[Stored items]
※

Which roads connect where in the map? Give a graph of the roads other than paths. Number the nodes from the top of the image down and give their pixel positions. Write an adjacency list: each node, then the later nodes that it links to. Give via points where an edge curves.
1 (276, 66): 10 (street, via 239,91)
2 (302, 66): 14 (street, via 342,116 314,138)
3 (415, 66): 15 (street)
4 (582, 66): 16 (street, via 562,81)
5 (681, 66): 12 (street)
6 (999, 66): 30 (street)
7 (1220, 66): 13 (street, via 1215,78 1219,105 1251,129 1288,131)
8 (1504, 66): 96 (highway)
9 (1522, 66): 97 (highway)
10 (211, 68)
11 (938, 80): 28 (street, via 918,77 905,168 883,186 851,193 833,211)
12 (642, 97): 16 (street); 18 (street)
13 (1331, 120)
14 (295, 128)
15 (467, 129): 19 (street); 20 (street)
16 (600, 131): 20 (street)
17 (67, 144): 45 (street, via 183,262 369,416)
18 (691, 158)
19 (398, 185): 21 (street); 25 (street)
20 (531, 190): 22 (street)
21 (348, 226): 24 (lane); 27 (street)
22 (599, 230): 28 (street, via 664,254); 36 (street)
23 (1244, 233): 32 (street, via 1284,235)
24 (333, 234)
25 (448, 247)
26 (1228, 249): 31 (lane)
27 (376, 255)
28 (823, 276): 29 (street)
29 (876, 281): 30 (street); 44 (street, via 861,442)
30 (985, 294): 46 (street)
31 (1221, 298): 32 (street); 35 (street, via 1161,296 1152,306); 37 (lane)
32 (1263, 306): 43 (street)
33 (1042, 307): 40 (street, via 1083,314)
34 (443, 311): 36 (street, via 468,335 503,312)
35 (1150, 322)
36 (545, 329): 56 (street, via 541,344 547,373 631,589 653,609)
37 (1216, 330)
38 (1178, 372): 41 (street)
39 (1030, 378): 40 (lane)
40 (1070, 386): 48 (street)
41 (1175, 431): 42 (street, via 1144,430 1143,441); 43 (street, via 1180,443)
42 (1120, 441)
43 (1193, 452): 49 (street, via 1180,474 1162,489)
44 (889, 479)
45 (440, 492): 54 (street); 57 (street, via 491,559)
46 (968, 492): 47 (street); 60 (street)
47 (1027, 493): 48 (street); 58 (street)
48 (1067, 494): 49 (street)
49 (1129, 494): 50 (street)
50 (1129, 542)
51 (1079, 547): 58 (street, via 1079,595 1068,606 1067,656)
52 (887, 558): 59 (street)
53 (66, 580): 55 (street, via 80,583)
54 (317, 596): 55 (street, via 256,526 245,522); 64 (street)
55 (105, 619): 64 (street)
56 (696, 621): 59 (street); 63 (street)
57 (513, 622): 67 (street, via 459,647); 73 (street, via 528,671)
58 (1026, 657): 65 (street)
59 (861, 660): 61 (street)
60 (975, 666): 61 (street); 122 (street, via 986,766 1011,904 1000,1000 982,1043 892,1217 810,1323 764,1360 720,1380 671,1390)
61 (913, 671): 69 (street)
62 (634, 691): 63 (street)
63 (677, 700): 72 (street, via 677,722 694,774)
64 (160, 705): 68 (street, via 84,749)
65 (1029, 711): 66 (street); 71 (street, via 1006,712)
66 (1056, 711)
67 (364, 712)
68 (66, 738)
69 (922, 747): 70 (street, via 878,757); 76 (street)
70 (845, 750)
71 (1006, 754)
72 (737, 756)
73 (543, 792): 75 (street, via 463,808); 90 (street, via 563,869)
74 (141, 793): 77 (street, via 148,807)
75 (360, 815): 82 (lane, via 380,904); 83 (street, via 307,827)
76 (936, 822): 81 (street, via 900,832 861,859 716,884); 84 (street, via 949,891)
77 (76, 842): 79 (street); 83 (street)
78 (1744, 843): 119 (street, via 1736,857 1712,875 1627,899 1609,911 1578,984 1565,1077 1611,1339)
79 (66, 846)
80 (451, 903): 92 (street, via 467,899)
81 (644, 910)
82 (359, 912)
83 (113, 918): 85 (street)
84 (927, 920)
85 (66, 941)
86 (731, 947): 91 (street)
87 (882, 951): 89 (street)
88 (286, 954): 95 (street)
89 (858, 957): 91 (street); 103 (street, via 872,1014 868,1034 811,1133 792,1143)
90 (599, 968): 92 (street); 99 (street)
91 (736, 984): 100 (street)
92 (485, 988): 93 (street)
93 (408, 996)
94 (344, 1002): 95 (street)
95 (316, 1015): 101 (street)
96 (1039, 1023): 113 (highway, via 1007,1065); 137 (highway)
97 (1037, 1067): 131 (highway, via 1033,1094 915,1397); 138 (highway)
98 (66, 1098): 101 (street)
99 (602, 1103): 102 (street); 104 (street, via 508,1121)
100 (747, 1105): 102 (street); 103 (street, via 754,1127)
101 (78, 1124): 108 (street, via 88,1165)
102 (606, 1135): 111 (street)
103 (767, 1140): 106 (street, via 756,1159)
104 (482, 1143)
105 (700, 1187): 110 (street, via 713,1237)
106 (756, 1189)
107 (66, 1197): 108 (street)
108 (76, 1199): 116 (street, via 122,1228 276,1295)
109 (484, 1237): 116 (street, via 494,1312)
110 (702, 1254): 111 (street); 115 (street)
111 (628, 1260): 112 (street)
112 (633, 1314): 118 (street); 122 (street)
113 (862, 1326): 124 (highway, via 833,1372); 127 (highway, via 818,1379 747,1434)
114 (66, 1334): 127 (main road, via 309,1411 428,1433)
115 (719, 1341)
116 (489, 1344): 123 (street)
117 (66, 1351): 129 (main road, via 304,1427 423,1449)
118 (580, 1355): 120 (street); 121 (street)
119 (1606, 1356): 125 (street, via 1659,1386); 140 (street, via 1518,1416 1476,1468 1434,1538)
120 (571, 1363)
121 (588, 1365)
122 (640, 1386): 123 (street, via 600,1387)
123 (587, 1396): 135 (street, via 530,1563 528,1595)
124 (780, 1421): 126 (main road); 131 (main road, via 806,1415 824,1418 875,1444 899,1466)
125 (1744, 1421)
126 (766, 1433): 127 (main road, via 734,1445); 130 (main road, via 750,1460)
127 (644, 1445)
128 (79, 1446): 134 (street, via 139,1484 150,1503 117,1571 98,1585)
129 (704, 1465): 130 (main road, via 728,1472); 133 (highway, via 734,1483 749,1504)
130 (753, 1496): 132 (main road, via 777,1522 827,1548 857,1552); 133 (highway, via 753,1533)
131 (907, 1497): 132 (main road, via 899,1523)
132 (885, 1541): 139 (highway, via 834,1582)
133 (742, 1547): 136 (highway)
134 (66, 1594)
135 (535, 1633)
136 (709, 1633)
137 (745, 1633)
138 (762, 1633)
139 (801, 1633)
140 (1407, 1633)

※

What the task asks —
Every word of the data above should be given again, exactly as it stands.

Answer to the exercise —
Which roads connect where in the map? Give a graph of the roads other than paths. Number the nodes from the top of the image down and give their pixel positions. Write an adjacency list: each node, then the later nodes that it links to. Give via points where an edge curves.
1 (276, 66): 10 (street, via 239,91)
2 (302, 66): 14 (street, via 342,116 314,138)
3 (415, 66): 15 (street)
4 (582, 66): 16 (street, via 562,81)
5 (681, 66): 12 (street)
6 (999, 66): 30 (street)
7 (1220, 66): 13 (street, via 1215,78 1219,105 1251,129 1288,131)
8 (1504, 66): 96 (highway)
9 (1522, 66): 97 (highway)
10 (211, 68)
11 (938, 80): 28 (street, via 918,77 905,168 883,186 851,193 833,211)
12 (642, 97): 16 (street); 18 (street)
13 (1331, 120)
14 (295, 128)
15 (467, 129): 19 (street); 20 (street)
16 (600, 131): 20 (street)
17 (67, 144): 45 (street, via 183,262 369,416)
18 (691, 158)
19 (398, 185): 21 (street); 25 (street)
20 (531, 190): 22 (street)
21 (348, 226): 24 (lane); 27 (street)
22 (599, 230): 28 (street, via 664,254); 36 (street)
23 (1244, 233): 32 (street, via 1284,235)
24 (333, 234)
25 (448, 247)
26 (1228, 249): 31 (lane)
27 (376, 255)
28 (823, 276): 29 (street)
29 (876, 281): 30 (street); 44 (street, via 861,442)
30 (985, 294): 46 (street)
31 (1221, 298): 32 (street); 35 (street, via 1161,296 1152,306); 37 (lane)
32 (1263, 306): 43 (street)
33 (1042, 307): 40 (street, via 1083,314)
34 (443, 311): 36 (street, via 468,335 503,312)
35 (1150, 322)
36 (545, 329): 56 (street, via 541,344 547,373 631,589 653,609)
37 (1216, 330)
38 (1178, 372): 41 (street)
39 (1030, 378): 40 (lane)
40 (1070, 386): 48 (street)
41 (1175, 431): 42 (street, via 1144,430 1143,441); 43 (street, via 1180,443)
42 (1120, 441)
43 (1193, 452): 49 (street, via 1180,474 1162,489)
44 (889, 479)
45 (440, 492): 54 (street); 57 (street, via 491,559)
46 (968, 492): 47 (street); 60 (street)
47 (1027, 493): 48 (street); 58 (street)
48 (1067, 494): 49 (street)
49 (1129, 494): 50 (street)
50 (1129, 542)
51 (1079, 547): 58 (street, via 1079,595 1068,606 1067,656)
52 (887, 558): 59 (street)
53 (66, 580): 55 (street, via 80,583)
54 (317, 596): 55 (street, via 256,526 245,522); 64 (street)
55 (105, 619): 64 (street)
56 (696, 621): 59 (street); 63 (street)
57 (513, 622): 67 (street, via 459,647); 73 (street, via 528,671)
58 (1026, 657): 65 (street)
59 (861, 660): 61 (street)
60 (975, 666): 61 (street); 122 (street, via 986,766 1011,904 1000,1000 982,1043 892,1217 810,1323 764,1360 720,1380 671,1390)
61 (913, 671): 69 (street)
62 (634, 691): 63 (street)
63 (677, 700): 72 (street, via 677,722 694,774)
64 (160, 705): 68 (street, via 84,749)
65 (1029, 711): 66 (street); 71 (street, via 1006,712)
66 (1056, 711)
67 (364, 712)
68 (66, 738)
69 (922, 747): 70 (street, via 878,757); 76 (street)
70 (845, 750)
71 (1006, 754)
72 (737, 756)
73 (543, 792): 75 (street, via 463,808); 90 (street, via 563,869)
74 (141, 793): 77 (street, via 148,807)
75 (360, 815): 82 (lane, via 380,904); 83 (street, via 307,827)
76 (936, 822): 81 (street, via 900,832 861,859 716,884); 84 (street, via 949,891)
77 (76, 842): 79 (street); 83 (street)
78 (1744, 843): 119 (street, via 1736,857 1712,875 1627,899 1609,911 1578,984 1565,1077 1611,1339)
79 (66, 846)
80 (451, 903): 92 (street, via 467,899)
81 (644, 910)
82 (359, 912)
83 (113, 918): 85 (street)
84 (927, 920)
85 (66, 941)
86 (731, 947): 91 (street)
87 (882, 951): 89 (street)
88 (286, 954): 95 (street)
89 (858, 957): 91 (street); 103 (street, via 872,1014 868,1034 811,1133 792,1143)
90 (599, 968): 92 (street); 99 (street)
91 (736, 984): 100 (street)
92 (485, 988): 93 (street)
93 (408, 996)
94 (344, 1002): 95 (street)
95 (316, 1015): 101 (street)
96 (1039, 1023): 113 (highway, via 1007,1065); 137 (highway)
97 (1037, 1067): 131 (highway, via 1033,1094 915,1397); 138 (highway)
98 (66, 1098): 101 (street)
99 (602, 1103): 102 (street); 104 (street, via 508,1121)
100 (747, 1105): 102 (street); 103 (street, via 754,1127)
101 (78, 1124): 108 (street, via 88,1165)
102 (606, 1135): 111 (street)
103 (767, 1140): 106 (street, via 756,1159)
104 (482, 1143)
105 (700, 1187): 110 (street, via 713,1237)
106 (756, 1189)
107 (66, 1197): 108 (street)
108 (76, 1199): 116 (street, via 122,1228 276,1295)
109 (484, 1237): 116 (street, via 494,1312)
110 (702, 1254): 111 (street); 115 (street)
111 (628, 1260): 112 (street)
112 (633, 1314): 118 (street); 122 (street)
113 (862, 1326): 124 (highway, via 833,1372); 127 (highway, via 818,1379 747,1434)
114 (66, 1334): 127 (main road, via 309,1411 428,1433)
115 (719, 1341)
116 (489, 1344): 123 (street)
117 (66, 1351): 129 (main road, via 304,1427 423,1449)
118 (580, 1355): 120 (street); 121 (street)
119 (1606, 1356): 125 (street, via 1659,1386); 140 (street, via 1518,1416 1476,1468 1434,1538)
120 (571, 1363)
121 (588, 1365)
122 (640, 1386): 123 (street, via 600,1387)
123 (587, 1396): 135 (street, via 530,1563 528,1595)
124 (780, 1421): 126 (main road); 131 (main road, via 806,1415 824,1418 875,1444 899,1466)
125 (1744, 1421)
126 (766, 1433): 127 (main road, via 734,1445); 130 (main road, via 750,1460)
127 (644, 1445)
128 (79, 1446): 134 (street, via 139,1484 150,1503 117,1571 98,1585)
129 (704, 1465): 130 (main road, via 728,1472); 133 (highway, via 734,1483 749,1504)
130 (753, 1496): 132 (main road, via 777,1522 827,1548 857,1552); 133 (highway, via 753,1533)
131 (907, 1497): 132 (main road, via 899,1523)
132 (885, 1541): 139 (highway, via 834,1582)
133 (742, 1547): 136 (highway)
134 (66, 1594)
135 (535, 1633)
136 (709, 1633)
137 (745, 1633)
138 (762, 1633)
139 (801, 1633)
140 (1407, 1633)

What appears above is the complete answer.